__Task data__

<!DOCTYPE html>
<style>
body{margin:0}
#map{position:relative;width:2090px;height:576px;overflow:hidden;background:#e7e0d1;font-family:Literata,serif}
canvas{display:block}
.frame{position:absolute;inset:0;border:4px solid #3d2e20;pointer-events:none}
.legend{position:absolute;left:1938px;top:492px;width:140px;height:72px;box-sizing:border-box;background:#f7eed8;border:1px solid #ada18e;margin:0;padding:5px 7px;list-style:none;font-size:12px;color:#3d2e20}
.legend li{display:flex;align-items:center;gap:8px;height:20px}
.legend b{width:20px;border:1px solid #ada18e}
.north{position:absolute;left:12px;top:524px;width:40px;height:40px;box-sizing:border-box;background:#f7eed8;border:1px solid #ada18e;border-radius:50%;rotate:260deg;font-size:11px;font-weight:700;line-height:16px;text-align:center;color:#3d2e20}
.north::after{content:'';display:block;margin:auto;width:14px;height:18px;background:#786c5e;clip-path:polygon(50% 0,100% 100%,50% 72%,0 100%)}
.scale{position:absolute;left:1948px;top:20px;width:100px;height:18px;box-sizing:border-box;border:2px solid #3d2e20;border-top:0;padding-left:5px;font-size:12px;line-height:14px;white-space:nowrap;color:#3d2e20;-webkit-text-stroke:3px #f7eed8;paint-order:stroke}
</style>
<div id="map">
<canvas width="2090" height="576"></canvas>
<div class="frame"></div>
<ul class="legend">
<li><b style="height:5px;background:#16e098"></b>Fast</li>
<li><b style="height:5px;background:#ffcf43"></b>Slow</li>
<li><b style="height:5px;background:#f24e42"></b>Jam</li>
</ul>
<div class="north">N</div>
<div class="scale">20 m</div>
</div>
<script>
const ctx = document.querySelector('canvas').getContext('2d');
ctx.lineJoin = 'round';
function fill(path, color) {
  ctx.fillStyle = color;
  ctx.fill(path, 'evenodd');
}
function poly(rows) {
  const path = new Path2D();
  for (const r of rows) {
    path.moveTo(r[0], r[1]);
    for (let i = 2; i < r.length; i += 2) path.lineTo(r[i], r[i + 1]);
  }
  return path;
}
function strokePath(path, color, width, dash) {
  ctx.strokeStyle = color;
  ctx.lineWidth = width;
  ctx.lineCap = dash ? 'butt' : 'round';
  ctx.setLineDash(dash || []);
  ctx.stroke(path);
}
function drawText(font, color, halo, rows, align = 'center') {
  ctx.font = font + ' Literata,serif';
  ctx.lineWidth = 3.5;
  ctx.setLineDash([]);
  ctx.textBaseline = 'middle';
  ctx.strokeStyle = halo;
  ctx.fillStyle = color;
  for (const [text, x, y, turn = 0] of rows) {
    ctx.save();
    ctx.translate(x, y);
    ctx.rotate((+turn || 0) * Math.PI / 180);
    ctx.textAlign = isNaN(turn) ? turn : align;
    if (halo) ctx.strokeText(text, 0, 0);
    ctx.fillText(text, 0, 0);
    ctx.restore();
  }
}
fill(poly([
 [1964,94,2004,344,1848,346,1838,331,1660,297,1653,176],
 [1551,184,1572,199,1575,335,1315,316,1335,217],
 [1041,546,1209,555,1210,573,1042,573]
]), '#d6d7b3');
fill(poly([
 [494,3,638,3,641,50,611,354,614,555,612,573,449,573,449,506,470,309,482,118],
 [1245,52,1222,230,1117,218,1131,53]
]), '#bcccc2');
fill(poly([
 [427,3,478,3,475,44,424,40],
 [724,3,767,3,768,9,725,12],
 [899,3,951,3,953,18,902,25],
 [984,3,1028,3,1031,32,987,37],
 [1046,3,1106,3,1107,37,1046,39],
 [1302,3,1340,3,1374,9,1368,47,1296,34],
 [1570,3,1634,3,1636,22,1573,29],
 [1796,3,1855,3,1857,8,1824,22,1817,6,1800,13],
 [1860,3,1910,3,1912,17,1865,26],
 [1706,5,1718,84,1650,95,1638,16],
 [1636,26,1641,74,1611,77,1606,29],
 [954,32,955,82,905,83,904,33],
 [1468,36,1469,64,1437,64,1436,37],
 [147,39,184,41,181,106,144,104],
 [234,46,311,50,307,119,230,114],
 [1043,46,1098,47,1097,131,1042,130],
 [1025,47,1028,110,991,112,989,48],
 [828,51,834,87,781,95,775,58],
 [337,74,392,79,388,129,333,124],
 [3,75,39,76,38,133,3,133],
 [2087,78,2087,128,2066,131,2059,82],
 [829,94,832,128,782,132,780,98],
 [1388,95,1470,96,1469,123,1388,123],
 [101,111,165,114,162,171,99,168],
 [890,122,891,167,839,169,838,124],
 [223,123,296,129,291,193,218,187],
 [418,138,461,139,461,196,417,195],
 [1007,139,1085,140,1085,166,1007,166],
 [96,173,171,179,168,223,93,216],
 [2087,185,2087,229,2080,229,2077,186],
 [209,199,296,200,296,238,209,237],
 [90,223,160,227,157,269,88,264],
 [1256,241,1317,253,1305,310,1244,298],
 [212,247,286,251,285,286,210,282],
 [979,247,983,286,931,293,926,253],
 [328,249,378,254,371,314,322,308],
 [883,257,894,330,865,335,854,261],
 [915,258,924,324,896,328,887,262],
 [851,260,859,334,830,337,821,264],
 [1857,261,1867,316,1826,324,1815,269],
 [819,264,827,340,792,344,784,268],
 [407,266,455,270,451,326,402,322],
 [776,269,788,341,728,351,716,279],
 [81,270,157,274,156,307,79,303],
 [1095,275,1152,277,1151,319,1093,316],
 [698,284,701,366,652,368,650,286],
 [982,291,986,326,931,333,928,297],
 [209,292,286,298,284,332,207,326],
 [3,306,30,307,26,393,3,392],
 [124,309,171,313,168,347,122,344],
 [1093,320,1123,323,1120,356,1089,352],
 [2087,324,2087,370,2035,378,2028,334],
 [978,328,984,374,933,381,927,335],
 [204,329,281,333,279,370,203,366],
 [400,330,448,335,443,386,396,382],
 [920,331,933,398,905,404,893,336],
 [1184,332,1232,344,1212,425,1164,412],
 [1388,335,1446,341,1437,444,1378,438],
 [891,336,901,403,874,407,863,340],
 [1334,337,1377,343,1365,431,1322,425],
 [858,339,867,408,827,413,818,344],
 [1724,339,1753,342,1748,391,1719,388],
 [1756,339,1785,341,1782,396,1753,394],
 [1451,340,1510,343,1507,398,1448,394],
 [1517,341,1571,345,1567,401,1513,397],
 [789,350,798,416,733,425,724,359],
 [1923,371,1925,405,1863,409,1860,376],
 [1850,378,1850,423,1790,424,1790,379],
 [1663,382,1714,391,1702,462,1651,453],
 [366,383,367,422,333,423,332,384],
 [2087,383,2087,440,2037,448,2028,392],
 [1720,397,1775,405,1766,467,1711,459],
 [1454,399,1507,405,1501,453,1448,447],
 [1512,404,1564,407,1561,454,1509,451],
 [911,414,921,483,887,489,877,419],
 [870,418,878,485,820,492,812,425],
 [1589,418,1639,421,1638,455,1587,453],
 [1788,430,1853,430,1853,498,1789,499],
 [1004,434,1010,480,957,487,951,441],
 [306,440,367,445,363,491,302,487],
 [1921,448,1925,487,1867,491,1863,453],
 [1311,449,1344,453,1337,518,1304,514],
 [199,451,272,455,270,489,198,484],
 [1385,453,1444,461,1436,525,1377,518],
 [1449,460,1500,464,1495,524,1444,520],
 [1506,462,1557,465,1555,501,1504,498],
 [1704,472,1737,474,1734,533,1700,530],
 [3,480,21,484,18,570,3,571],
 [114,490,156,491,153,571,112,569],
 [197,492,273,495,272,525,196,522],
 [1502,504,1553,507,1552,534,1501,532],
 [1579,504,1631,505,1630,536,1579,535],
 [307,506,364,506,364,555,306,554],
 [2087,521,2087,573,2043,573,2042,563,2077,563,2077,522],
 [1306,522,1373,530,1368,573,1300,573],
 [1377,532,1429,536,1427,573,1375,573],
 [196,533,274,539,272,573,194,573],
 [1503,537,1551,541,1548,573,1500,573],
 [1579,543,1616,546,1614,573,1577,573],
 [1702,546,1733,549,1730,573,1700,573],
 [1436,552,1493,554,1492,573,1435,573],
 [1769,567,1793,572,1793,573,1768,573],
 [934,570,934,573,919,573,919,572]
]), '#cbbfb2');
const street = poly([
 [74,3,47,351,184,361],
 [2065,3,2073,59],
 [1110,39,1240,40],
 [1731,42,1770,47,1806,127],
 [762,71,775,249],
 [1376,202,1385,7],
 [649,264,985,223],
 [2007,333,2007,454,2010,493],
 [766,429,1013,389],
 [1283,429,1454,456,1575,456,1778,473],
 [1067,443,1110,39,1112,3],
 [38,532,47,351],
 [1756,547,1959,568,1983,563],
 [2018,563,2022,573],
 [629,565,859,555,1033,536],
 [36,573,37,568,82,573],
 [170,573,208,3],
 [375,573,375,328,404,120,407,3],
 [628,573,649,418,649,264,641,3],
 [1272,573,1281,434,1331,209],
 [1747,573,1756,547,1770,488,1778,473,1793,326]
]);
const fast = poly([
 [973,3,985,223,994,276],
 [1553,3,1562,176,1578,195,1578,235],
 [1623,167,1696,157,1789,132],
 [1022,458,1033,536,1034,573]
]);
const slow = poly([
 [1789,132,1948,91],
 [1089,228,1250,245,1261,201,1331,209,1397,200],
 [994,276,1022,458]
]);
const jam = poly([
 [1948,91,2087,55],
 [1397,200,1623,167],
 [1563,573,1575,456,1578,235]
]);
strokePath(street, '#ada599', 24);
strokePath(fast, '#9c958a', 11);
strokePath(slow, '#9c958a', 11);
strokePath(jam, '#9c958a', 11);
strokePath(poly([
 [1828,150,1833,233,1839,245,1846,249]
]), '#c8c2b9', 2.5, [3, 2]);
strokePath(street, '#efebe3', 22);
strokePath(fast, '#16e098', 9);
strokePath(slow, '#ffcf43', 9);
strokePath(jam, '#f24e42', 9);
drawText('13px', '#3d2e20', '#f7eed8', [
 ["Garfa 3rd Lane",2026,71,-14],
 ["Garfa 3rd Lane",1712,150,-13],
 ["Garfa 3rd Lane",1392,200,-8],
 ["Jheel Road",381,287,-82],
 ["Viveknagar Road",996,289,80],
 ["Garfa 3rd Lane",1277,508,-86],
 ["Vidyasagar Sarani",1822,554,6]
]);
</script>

__Aim of the exercise__
Whenever the word "canvas" occurs in a line of the listing above, return that line.

__Response area__
canvas{display:block}
<canvas width="2090" height="576"></canvas>
const ctx = document.querySelector('canvas').getContext('2d');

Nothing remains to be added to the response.